La agencia tributaria bombardeará a los contribuyentes con 3.5 millones de avisos sobre criptos y alquileres
La Agencia Tributaria desplegará una campaña masiva de comunicación para garantizar que los contribuyentes declaren correctamente sus ingresos derivados de criptomonedas, alquileres inmobiliarios y actividades en plataformas digitales. Un despliegue que, con 3.56 millones de avisos, apunta a una revisión exhaustiva de la declaración de la renta de 2025.

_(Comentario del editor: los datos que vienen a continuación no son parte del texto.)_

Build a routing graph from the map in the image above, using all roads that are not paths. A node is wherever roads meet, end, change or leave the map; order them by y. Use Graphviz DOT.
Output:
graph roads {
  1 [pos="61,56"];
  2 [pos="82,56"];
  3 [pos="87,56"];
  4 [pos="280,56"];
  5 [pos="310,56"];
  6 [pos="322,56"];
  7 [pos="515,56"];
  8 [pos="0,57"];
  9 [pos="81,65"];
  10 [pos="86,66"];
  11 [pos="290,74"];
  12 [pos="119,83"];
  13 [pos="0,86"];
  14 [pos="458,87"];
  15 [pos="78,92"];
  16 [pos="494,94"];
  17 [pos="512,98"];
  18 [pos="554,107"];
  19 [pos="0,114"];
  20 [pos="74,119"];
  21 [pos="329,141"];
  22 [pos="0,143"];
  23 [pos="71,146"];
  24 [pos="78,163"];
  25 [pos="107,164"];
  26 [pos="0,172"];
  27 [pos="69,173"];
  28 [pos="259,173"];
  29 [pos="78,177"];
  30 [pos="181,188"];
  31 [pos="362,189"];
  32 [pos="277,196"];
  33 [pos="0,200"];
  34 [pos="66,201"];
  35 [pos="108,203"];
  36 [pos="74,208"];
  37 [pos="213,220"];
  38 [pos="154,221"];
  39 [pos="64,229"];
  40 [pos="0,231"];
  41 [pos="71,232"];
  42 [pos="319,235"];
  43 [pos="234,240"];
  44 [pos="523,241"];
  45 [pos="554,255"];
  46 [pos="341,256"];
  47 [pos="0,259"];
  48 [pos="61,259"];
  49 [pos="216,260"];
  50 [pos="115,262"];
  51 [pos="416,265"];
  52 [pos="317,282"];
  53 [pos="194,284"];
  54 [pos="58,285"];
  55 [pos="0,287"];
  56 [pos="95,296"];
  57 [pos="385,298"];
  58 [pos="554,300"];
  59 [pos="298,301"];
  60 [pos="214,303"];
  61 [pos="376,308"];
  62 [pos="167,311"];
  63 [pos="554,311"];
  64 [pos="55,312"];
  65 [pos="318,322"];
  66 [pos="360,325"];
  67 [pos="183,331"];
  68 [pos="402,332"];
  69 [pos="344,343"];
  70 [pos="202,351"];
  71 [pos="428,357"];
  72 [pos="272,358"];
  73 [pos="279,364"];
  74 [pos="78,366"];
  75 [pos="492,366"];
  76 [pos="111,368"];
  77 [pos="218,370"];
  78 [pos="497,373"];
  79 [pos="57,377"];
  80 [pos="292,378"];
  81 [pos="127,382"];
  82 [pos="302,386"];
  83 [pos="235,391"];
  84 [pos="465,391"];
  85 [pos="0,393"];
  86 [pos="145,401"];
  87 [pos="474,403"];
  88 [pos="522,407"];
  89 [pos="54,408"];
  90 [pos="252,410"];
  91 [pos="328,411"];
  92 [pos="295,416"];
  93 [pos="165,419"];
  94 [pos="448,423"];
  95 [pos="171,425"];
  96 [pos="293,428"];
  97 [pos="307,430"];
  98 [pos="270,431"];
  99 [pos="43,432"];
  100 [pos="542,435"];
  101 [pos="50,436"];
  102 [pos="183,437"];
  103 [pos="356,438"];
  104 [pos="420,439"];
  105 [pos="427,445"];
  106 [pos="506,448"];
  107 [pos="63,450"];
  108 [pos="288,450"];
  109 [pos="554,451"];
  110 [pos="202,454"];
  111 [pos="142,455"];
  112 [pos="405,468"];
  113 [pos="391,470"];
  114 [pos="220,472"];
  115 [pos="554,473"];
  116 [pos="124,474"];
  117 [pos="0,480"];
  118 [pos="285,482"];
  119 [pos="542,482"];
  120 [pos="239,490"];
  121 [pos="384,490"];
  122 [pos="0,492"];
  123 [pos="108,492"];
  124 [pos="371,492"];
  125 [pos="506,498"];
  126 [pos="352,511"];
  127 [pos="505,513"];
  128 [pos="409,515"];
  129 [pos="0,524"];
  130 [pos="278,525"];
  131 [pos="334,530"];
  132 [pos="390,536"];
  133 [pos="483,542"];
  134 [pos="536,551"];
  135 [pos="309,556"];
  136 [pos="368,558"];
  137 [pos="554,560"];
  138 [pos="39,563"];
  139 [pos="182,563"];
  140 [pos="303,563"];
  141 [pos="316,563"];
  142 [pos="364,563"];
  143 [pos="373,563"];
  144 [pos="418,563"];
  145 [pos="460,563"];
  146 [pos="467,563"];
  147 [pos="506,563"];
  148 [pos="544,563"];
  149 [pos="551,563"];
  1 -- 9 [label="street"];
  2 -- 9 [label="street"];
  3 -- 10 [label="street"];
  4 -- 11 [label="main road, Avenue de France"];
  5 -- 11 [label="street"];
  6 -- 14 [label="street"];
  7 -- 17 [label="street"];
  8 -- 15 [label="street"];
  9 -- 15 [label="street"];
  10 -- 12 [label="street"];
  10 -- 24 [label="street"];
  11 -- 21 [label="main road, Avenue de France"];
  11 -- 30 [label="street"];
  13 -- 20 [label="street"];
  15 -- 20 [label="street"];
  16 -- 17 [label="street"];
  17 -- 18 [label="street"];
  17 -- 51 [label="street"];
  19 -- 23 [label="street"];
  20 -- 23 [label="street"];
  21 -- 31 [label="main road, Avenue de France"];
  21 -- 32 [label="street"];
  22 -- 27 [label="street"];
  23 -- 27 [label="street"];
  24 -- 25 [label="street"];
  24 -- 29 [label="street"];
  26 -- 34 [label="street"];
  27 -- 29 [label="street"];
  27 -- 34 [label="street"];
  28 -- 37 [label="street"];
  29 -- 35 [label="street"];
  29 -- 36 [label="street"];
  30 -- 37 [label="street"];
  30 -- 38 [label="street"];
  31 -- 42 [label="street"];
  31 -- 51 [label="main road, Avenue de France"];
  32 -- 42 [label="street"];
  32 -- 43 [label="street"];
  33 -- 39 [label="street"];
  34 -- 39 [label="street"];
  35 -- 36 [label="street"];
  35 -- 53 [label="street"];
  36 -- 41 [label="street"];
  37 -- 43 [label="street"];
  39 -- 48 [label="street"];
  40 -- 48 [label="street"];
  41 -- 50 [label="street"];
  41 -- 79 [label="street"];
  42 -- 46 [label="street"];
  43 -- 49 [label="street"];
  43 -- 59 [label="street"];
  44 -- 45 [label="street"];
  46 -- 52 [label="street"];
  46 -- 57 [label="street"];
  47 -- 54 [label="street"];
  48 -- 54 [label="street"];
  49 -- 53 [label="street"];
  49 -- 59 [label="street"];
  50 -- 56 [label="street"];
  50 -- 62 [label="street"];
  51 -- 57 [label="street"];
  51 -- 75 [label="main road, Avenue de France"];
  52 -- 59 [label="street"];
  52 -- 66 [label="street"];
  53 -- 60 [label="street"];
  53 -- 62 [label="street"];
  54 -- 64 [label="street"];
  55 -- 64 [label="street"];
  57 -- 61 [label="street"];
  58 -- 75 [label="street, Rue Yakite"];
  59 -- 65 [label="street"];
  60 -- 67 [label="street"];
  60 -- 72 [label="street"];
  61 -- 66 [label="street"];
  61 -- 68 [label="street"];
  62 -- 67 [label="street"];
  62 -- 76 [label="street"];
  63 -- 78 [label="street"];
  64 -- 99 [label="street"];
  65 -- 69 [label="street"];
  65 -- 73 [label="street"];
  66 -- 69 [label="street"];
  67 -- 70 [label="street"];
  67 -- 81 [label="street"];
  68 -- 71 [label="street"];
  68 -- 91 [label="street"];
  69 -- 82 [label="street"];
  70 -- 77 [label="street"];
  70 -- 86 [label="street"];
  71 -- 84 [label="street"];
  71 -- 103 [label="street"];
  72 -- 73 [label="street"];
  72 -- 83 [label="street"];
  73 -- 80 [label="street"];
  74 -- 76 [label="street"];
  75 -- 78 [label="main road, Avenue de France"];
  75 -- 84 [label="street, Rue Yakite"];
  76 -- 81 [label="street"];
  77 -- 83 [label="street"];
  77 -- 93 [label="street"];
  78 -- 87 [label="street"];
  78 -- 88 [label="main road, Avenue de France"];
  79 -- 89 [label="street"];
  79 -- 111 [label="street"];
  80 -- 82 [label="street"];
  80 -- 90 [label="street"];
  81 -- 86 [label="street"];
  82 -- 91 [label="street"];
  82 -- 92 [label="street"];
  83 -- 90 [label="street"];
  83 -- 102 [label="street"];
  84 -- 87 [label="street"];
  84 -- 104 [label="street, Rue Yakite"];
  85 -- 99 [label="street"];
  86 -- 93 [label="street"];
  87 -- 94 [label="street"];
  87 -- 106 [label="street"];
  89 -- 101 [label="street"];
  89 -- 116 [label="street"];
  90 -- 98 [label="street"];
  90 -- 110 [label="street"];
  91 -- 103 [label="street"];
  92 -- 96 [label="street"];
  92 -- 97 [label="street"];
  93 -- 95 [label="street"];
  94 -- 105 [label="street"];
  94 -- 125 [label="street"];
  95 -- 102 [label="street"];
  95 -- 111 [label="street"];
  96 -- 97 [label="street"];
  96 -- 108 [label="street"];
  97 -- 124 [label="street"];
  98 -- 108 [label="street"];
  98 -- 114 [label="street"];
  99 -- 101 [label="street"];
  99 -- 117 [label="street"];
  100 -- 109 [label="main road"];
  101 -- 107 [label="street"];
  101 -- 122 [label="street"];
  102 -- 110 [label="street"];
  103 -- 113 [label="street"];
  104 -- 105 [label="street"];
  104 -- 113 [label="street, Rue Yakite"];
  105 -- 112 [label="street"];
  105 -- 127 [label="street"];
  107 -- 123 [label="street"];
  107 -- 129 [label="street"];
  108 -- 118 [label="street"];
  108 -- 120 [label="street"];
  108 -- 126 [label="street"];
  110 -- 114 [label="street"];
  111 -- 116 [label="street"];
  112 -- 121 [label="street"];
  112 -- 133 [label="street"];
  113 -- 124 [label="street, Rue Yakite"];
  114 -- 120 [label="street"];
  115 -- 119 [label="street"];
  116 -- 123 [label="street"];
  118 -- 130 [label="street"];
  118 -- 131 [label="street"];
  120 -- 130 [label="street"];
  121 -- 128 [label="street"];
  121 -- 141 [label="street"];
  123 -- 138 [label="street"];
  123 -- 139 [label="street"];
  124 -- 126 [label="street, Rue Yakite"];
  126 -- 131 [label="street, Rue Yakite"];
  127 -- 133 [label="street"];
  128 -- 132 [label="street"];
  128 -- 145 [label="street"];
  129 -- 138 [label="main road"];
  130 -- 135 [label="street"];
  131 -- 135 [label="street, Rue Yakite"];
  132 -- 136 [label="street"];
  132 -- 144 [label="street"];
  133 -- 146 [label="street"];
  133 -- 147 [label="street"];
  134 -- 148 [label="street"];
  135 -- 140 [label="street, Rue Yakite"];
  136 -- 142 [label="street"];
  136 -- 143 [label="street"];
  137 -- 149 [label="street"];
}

Un aumento drástico en las notificaciones
Según ha confirmado la directora general, Soledad Fernández, la cifra asciende a 437.000 avisos específicos sobre ganancias obtenidas a través de plataformas digitales, abarcando desde la venta de bienes hasta la prestación de servicios, pasando por el alquiler de inmuebles y vehículos. 1.24 millones de notificaciones se dirigirán a aquellos que hayan operado con monedas virtuales, 1.01 millones a los que hayan percibido rentas de otros países y, finalmente, 867.000 a propietarios de inmuebles que no hayan declarado sus ingresos.
Fernández ha insistido en que el objetivo primordial de esta ofensiva informativa no es imponer sanciones, sino “ayudar al ciudadano a cumplir mejor” con sus obligaciones fiscales. La estrategia se centra en identificar a los contribuyentes con indicios de que podrían estar omitiendo información relevante y ofrecerles una guía clara sobre cómo regularizar su situación.
La operación, que se enmarca en la campaña de la renta 2025, refleja una creciente preocupación por la evasión fiscal en este nuevo entorno económico. La complejidad de los mercados de criptomonedas y la proliferación de plataformas digitales han ampliado el margen de maniobra para aquellos que intentan ocultar sus ingresos. La Agencia Tributaria ha reconocido que el control y la supervisión de estas actividades requieren un esfuerzo considerable y una comunicación proactiva para evitar sorpresas desagradables a final de año.
La iniciativa, lejos de ser una medida punitiva, se presenta como una herramienta de orientación y apoyo para garantizar la transparencia y la equidad en el sistema tributario. Pero, en el fondo, es una advertencia clara: el fisco está observando, y no permitirá que los beneficios ilícitos se queden ocultos en las sombras.